TASK INSTRUCTIONS:
Copy each line of the entries beneath that contains the word "Answer".

Collected data entries

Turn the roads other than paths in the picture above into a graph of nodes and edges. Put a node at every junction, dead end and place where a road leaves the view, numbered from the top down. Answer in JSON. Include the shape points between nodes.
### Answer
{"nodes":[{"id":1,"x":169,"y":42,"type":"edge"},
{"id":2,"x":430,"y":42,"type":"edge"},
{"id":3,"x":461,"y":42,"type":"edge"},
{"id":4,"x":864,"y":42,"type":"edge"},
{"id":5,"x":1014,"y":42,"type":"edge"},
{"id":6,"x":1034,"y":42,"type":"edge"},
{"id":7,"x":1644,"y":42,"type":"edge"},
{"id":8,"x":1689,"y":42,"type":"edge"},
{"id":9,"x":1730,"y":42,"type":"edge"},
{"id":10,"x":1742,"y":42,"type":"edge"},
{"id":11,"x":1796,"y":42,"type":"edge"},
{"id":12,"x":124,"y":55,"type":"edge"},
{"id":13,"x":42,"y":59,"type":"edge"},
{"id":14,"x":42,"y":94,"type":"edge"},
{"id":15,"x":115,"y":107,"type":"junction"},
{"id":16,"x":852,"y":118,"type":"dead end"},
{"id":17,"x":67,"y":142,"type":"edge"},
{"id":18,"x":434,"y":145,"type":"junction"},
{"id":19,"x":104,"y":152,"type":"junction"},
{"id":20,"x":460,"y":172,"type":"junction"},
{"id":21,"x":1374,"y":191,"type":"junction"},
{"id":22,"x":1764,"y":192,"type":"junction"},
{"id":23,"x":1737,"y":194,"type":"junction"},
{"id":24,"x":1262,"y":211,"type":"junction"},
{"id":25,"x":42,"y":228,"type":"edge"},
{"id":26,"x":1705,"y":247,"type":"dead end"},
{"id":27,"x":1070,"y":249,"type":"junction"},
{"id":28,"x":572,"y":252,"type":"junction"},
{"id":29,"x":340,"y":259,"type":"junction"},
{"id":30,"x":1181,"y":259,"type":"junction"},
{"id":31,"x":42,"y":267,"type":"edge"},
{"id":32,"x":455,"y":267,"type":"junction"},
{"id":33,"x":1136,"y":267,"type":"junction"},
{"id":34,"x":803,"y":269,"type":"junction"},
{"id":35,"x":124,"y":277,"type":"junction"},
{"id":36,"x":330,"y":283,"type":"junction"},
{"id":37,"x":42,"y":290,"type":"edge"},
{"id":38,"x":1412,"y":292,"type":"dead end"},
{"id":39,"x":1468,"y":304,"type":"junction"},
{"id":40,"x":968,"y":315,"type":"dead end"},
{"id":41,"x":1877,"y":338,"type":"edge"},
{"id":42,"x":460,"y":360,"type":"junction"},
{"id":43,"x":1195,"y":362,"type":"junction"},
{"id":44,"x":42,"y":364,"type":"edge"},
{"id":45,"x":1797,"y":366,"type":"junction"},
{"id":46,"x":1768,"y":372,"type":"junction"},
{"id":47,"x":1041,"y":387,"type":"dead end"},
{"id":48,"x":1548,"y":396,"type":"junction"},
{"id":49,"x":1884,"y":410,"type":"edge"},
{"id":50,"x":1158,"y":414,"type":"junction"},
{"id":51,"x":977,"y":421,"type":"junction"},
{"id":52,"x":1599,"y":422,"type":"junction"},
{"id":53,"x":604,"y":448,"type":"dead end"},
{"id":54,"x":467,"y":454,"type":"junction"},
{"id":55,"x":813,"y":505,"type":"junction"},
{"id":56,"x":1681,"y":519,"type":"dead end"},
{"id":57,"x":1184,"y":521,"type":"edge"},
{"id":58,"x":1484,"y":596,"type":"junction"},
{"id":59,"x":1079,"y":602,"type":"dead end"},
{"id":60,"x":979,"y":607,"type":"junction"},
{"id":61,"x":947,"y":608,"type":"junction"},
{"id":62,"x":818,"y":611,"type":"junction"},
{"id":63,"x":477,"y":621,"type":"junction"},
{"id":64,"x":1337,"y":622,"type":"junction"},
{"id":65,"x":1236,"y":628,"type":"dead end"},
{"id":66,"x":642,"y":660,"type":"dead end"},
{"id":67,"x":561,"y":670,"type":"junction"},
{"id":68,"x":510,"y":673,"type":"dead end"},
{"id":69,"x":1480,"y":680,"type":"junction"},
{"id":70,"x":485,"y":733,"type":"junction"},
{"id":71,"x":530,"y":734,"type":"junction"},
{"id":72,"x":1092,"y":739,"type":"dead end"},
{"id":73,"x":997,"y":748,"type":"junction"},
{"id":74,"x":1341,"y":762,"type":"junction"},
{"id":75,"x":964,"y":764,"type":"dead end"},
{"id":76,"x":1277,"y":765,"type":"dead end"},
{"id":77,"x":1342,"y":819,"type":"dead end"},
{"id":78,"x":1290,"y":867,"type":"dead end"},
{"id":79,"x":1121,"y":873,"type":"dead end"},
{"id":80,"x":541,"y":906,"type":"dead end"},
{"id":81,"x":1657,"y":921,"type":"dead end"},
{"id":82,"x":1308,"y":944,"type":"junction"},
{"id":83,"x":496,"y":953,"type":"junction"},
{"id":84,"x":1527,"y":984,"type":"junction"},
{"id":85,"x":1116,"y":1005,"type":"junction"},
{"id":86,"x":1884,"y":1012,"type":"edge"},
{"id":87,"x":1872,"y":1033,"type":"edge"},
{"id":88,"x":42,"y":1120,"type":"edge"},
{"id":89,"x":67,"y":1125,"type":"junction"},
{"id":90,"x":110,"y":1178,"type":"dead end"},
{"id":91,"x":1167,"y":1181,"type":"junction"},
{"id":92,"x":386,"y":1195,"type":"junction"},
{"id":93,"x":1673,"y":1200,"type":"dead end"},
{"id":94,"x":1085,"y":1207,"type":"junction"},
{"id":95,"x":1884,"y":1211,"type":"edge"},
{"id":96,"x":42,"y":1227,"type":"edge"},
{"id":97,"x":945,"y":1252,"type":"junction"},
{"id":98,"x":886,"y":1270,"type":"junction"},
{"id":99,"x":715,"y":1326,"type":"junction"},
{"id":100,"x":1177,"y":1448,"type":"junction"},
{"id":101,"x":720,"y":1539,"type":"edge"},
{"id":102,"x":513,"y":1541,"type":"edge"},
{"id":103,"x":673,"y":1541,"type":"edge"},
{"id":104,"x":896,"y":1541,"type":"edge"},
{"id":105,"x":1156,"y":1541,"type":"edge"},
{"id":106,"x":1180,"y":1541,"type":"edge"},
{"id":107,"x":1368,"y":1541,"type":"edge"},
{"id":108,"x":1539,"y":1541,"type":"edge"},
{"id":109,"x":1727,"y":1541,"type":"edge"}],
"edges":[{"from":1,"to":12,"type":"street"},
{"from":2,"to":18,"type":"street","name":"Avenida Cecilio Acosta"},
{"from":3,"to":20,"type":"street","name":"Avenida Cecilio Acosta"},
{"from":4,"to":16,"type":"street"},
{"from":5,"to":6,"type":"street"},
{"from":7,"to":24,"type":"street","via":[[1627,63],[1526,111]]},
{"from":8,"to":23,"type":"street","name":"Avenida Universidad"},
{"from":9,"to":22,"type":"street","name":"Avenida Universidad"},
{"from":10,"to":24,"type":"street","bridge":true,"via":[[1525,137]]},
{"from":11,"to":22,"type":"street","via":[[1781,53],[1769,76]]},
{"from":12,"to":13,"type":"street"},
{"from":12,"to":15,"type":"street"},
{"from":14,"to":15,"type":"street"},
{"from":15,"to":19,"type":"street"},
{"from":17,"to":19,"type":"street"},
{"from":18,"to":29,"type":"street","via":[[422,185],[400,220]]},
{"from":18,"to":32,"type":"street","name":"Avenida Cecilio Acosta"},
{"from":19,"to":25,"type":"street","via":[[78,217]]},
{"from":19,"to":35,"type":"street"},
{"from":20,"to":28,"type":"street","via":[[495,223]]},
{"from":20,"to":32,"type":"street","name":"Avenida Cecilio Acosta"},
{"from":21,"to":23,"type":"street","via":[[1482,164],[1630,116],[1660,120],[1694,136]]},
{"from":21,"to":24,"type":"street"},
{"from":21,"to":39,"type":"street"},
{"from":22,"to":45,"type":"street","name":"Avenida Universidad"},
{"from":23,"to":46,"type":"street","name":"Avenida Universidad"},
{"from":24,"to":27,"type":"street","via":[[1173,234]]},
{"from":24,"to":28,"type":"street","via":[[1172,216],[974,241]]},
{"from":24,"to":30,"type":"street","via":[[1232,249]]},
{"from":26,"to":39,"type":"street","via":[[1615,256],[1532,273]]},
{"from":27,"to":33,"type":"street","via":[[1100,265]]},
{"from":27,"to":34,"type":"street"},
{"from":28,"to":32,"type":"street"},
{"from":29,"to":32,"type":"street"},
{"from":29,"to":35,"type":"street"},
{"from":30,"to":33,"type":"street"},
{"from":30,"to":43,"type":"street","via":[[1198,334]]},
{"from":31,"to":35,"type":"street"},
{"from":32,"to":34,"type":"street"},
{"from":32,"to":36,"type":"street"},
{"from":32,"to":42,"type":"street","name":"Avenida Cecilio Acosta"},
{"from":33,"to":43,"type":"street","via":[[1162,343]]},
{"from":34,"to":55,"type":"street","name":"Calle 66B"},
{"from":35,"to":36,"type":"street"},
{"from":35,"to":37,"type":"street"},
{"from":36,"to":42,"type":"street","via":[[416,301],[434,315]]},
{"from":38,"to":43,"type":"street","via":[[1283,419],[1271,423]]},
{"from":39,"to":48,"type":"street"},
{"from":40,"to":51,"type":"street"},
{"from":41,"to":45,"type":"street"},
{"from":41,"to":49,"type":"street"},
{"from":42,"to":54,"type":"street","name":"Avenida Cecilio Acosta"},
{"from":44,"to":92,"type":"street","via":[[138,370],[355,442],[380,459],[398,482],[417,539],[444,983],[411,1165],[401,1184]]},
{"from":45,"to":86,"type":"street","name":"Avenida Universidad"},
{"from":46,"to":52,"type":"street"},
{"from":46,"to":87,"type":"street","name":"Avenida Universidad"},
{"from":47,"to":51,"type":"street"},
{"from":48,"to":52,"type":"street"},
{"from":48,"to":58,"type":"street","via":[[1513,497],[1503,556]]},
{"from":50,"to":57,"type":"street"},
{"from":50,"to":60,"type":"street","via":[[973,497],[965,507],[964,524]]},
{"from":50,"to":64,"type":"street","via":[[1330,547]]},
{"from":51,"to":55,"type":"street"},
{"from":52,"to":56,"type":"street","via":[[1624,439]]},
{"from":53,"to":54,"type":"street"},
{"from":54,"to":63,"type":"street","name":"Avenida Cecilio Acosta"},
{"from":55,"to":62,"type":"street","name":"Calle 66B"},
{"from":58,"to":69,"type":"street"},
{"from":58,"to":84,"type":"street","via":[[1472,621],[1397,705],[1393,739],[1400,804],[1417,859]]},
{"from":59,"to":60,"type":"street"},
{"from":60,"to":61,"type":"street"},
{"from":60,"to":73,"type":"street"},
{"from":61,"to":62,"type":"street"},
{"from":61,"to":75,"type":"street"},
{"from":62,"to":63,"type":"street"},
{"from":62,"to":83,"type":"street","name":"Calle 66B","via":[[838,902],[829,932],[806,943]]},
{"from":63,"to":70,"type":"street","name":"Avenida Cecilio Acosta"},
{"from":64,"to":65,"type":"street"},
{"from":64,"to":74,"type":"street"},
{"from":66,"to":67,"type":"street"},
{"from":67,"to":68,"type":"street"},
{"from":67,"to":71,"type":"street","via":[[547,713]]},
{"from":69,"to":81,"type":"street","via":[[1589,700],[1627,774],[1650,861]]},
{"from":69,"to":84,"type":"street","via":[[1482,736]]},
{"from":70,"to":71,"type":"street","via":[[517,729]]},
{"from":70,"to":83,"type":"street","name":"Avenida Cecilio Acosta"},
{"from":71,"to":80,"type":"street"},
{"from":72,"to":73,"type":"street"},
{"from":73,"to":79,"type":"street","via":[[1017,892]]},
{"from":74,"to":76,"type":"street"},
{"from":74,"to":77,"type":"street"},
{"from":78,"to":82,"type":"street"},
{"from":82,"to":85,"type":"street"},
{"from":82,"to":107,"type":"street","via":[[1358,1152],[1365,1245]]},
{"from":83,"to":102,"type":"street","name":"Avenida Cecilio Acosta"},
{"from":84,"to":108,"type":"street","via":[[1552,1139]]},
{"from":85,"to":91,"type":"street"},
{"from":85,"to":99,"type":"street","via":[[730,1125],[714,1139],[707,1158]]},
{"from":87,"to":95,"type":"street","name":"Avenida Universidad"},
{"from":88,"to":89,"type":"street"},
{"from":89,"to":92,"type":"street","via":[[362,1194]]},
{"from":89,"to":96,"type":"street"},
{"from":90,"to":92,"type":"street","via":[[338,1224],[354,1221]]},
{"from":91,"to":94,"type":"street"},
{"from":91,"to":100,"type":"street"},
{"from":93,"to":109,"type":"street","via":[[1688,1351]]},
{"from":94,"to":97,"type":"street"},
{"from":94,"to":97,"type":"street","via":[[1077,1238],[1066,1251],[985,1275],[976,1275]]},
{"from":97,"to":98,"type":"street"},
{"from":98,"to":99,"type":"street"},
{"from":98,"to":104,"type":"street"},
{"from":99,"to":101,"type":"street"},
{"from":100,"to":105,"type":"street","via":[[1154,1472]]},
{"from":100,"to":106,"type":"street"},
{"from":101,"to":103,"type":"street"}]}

SOLUTION:
Turn the roads other than paths in the picture above into a graph of nodes and edges. Put a node at every junction, dead end and place where a road leaves the view, numbered from the top down. Answer in JSON. Include the shape points between nodes.
### Answer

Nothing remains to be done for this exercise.